INPUT:
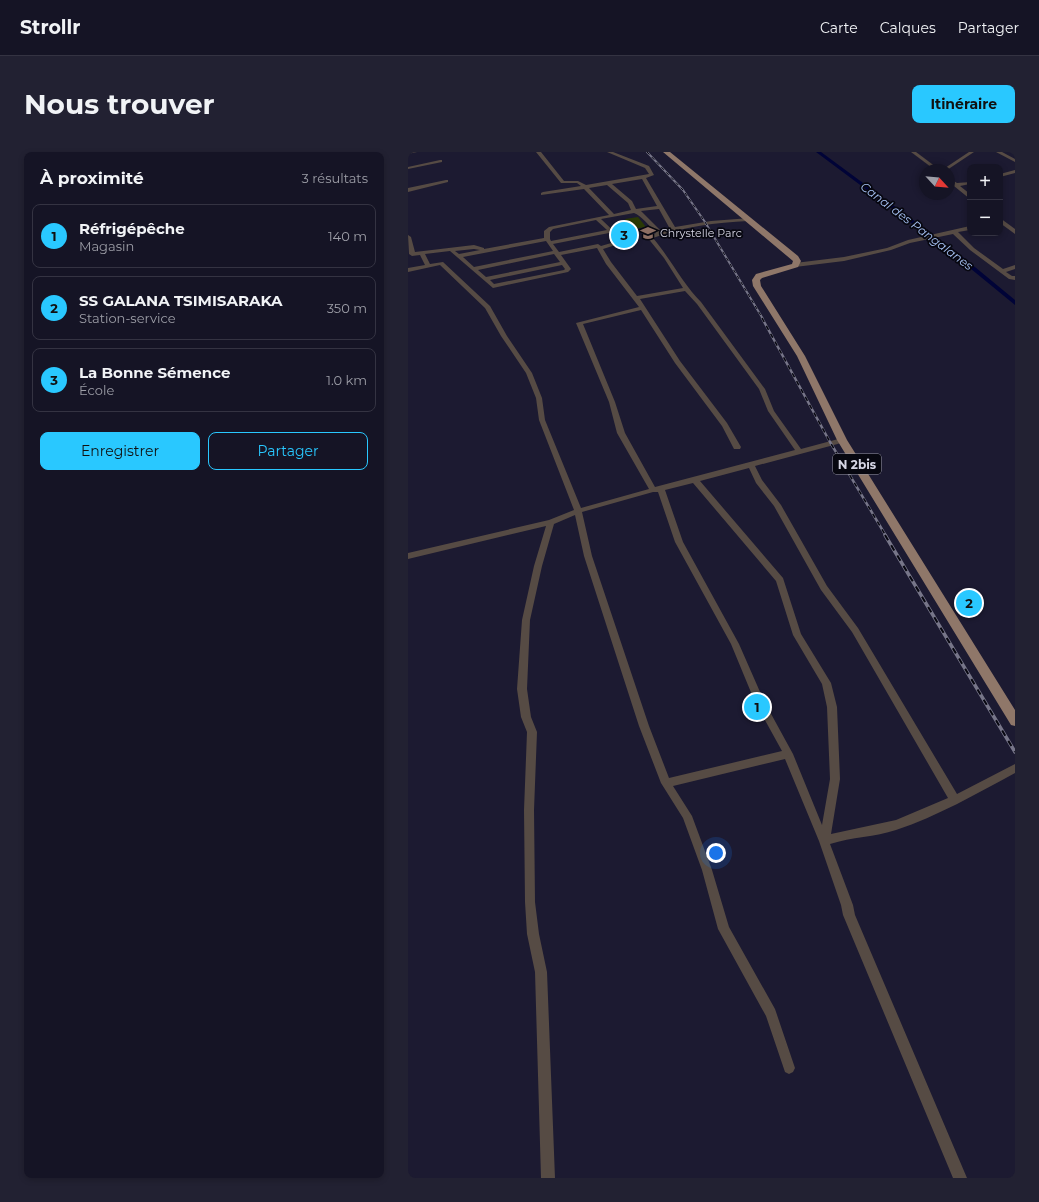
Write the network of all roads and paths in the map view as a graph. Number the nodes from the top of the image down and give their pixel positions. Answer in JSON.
{"nodes":[{"id":1,"x":415,"y":152,"type":"edge"},
{"id":2,"x":538,"y":152,"type":"edge"},
{"id":3,"x":609,"y":152,"type":"edge"},
{"id":4,"x":666,"y":152,"type":"edge"},
{"id":5,"x":913,"y":152,"type":"edge"},
{"id":6,"x":972,"y":152,"type":"edge"},
{"id":7,"x":998,"y":152,"type":"edge"},
{"id":8,"x":408,"y":154,"type":"edge"},
{"id":9,"x":440,"y":161,"type":"dead end"},
{"id":10,"x":1015,"y":161,"type":"edge"},
{"id":11,"x":930,"y":164,"type":"edge"},
{"id":12,"x":953,"y":164,"type":"edge"},
{"id":13,"x":408,"y":168,"type":"edge"},
{"id":14,"x":1015,"y":171,"type":"edge"},
{"id":15,"x":1003,"y":175,"type":"edge"},
{"id":16,"x":643,"y":177,"type":"junction"},
{"id":17,"x":446,"y":181,"type":"dead end"},
{"id":18,"x":608,"y":183,"type":"junction"},
{"id":19,"x":967,"y":183,"type":"edge"},
{"id":20,"x":955,"y":185,"type":"edge"},
{"id":21,"x":955,"y":186,"type":"edge"},
{"id":22,"x":585,"y":187,"type":"junction"},
{"id":23,"x":408,"y":190,"type":"edge"},
{"id":24,"x":543,"y":194,"type":"dead end"},
{"id":25,"x":967,"y":195,"type":"edge"},
{"id":26,"x":659,"y":207,"type":"junction"},
{"id":27,"x":634,"y":210,"type":"junction"},
{"id":28,"x":612,"y":215,"type":"junction"},
{"id":29,"x":598,"y":219,"type":"junction"},
{"id":30,"x":748,"y":219,"type":"junction"},
{"id":31,"x":1012,"y":222,"type":"dead end"},
{"id":32,"x":1003,"y":223,"type":"edge"},
{"id":33,"x":1015,"y":228,"type":"edge"},
{"id":34,"x":673,"y":229,"type":"junction"},
{"id":35,"x":967,"y":229,"type":"edge"},
{"id":36,"x":611,"y":231,"type":"junction"},
{"id":37,"x":953,"y":231,"type":"junction"},
{"id":38,"x":1015,"y":232,"type":"edge"},
{"id":39,"x":660,"y":233,"type":"junction"},
{"id":40,"x":408,"y":237,"type":"edge"},
{"id":41,"x":548,"y":241,"type":"junction"},
{"id":42,"x":600,"y":248,"type":"junction"},
{"id":43,"x":410,"y":249,"type":"edge"},
{"id":44,"x":450,"y":249,"type":"junction"},
{"id":45,"x":490,"y":250,"type":"junction"},
{"id":46,"x":422,"y":253,"type":"junction"},
{"id":47,"x":556,"y":253,"type":"junction"},
{"id":48,"x":455,"y":261,"type":"junction"},
{"id":49,"x":795,"y":265,"type":"junction"},
{"id":50,"x":428,"y":266,"type":"junction"},
{"id":51,"x":1015,"y":267,"type":"edge"},
{"id":52,"x":473,"y":269,"type":"junction"},
{"id":53,"x":408,"y":270,"type":"edge"},
{"id":54,"x":1002,"y":271,"type":"junction"},
{"id":55,"x":1015,"y":278,"type":"edge"},
{"id":56,"x":687,"y":289,"type":"junction"},
{"id":57,"x":636,"y":298,"type":"junction"},
{"id":58,"x":642,"y":308,"type":"junction"},
{"id":59,"x":842,"y":440,"type":"junction"},
{"id":60,"x":737,"y":447,"type":"dead end"},
{"id":61,"x":799,"y":451,"type":"junction"},
{"id":62,"x":751,"y":465,"type":"junction"},
{"id":63,"x":696,"y":480,"type":"junction"},
{"id":64,"x":657,"y":490,"type":"junction"},
{"id":65,"x":578,"y":511,"type":"junction"},
{"id":66,"x":551,"y":522,"type":"junction"},
{"id":67,"x":408,"y":556,"type":"edge"},
{"id":68,"x":1015,"y":721,"type":"edge"},
{"id":69,"x":788,"y":754,"type":"junction"},
{"id":70,"x":1015,"y":768,"type":"edge"},
{"id":71,"x":666,"y":783,"type":"junction"},
{"id":72,"x":955,"y":800,"type":"junction"},
{"id":73,"x":824,"y":841,"type":"junction"},
{"id":74,"x":789,"y":1068,"type":"dead end"},
{"id":75,"x":548,"y":1178,"type":"edge"},
{"id":76,"x":960,"y":1178,"type":"edge"}],
"edges":[{"from":1,"to":8,"type":"street"},
{"from":2,"to":22,"type":"street"},
{"from":3,"to":16,"type":"street"},
{"from":4,"to":30,"type":"main road"},
{"from":5,"to":11,"type":"street"},
{"from":6,"to":12,"type":"street"},
{"from":7,"to":10,"type":"street"},
{"from":9,"to":13,"type":"street"},
{"from":14,"to":15,"type":"street"},
{"from":16,"to":18,"type":"street"},
{"from":16,"to":26,"type":"street"},
{"from":17,"to":23,"type":"street"},
{"from":18,"to":22,"type":"street"},
{"from":18,"to":27,"type":"street"},
{"from":19,"to":20,"type":"street"},
{"from":21,"to":25,"type":"street"},
{"from":22,"to":24,"type":"street"},
{"from":22,"to":28,"type":"street"},
{"from":26,"to":27,"type":"street"},
{"from":26,"to":34,"type":"street"},
{"from":27,"to":28,"type":"street"},
{"from":27,"to":39,"type":"street"},
{"from":28,"to":29,"type":"street"},
{"from":29,"to":36,"type":"street"},
{"from":29,"to":41,"type":"street"},
{"from":30,"to":34,"type":"street"},
{"from":30,"to":49,"type":"main road"},
{"from":31,"to":32,"type":"street"},
{"from":32,"to":33,"type":"street"},
{"from":32,"to":38,"type":"street"},
{"from":34,"to":39,"type":"street"},
{"from":35,"to":37,"type":"street"},
{"from":36,"to":41,"type":"street"},
{"from":36,"to":42,"type":"street"},
{"from":37,"to":49,"type":"street"},
{"from":37,"to":54,"type":"street"},
{"from":39,"to":56,"type":"street"},
{"from":40,"to":43,"type":"street"},
{"from":41,"to":45,"type":"street"},
{"from":41,"to":47,"type":"street"},
{"from":42,"to":47,"type":"street"},
{"from":42,"to":57,"type":"street"},
{"from":43,"to":46,"type":"street"},
{"from":44,"to":45,"type":"street"},
{"from":44,"to":46,"type":"street"},
{"from":44,"to":48,"type":"street"},
{"from":45,"to":48,"type":"street"},
{"from":46,"to":50,"type":"street"},
{"from":47,"to":52,"type":"street"},
{"from":47,"to":52,"type":"street"},
{"from":48,"to":50,"type":"street"},
{"from":48,"to":52,"type":"street"},
{"from":48,"to":65,"type":"street"},
{"from":49,"to":59,"type":"main road","number":"N 2bis"},
{"from":50,"to":53,"type":"street"},
{"from":51,"to":54,"type":"street"},
{"from":54,"to":55,"type":"street"},
{"from":56,"to":57,"type":"street"},
{"from":56,"to":61,"type":"street"},
{"from":57,"to":58,"type":"street"},
{"from":58,"to":60,"type":"street"},
{"from":58,"to":64,"type":"street"},
{"from":59,"to":61,"type":"street"},
{"from":59,"to":68,"type":"main road","number":"N 2bis"},
{"from":61,"to":62,"type":"street"},
{"from":62,"to":63,"type":"street"},
{"from":62,"to":72,"type":"street"},
{"from":63,"to":64,"type":"street"},
{"from":63,"to":73,"type":"street"},
{"from":64,"to":65,"type":"street"},
{"from":64,"to":69,"type":"street"},
{"from":65,"to":66,"type":"street"},
{"from":65,"to":71,"type":"street"},
{"from":66,"to":67,"type":"street"},
{"from":66,"to":75,"type":"street"},
{"from":69,"to":71,"type":"street"},
{"from":69,"to":73,"type":"street"},
{"from":70,"to":72,"type":"street"},
{"from":71,"to":74,"type":"street"},
{"from":72,"to":73,"type":"street"},
{"from":73,"to":76,"type":"street"}]}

TASK DESCRIPTION: Only lines of the data holding the word "nodes" go in the answer. Please copy each of them.

YOUR RESPONSE:
Write the network of all roads and paths in the map view as a graph. Number the nodes from the top of the image down and give their pixel positions. Answer in JSON.
{"nodes":[{"id":1,"x":415,"y":152,"type":"edge"},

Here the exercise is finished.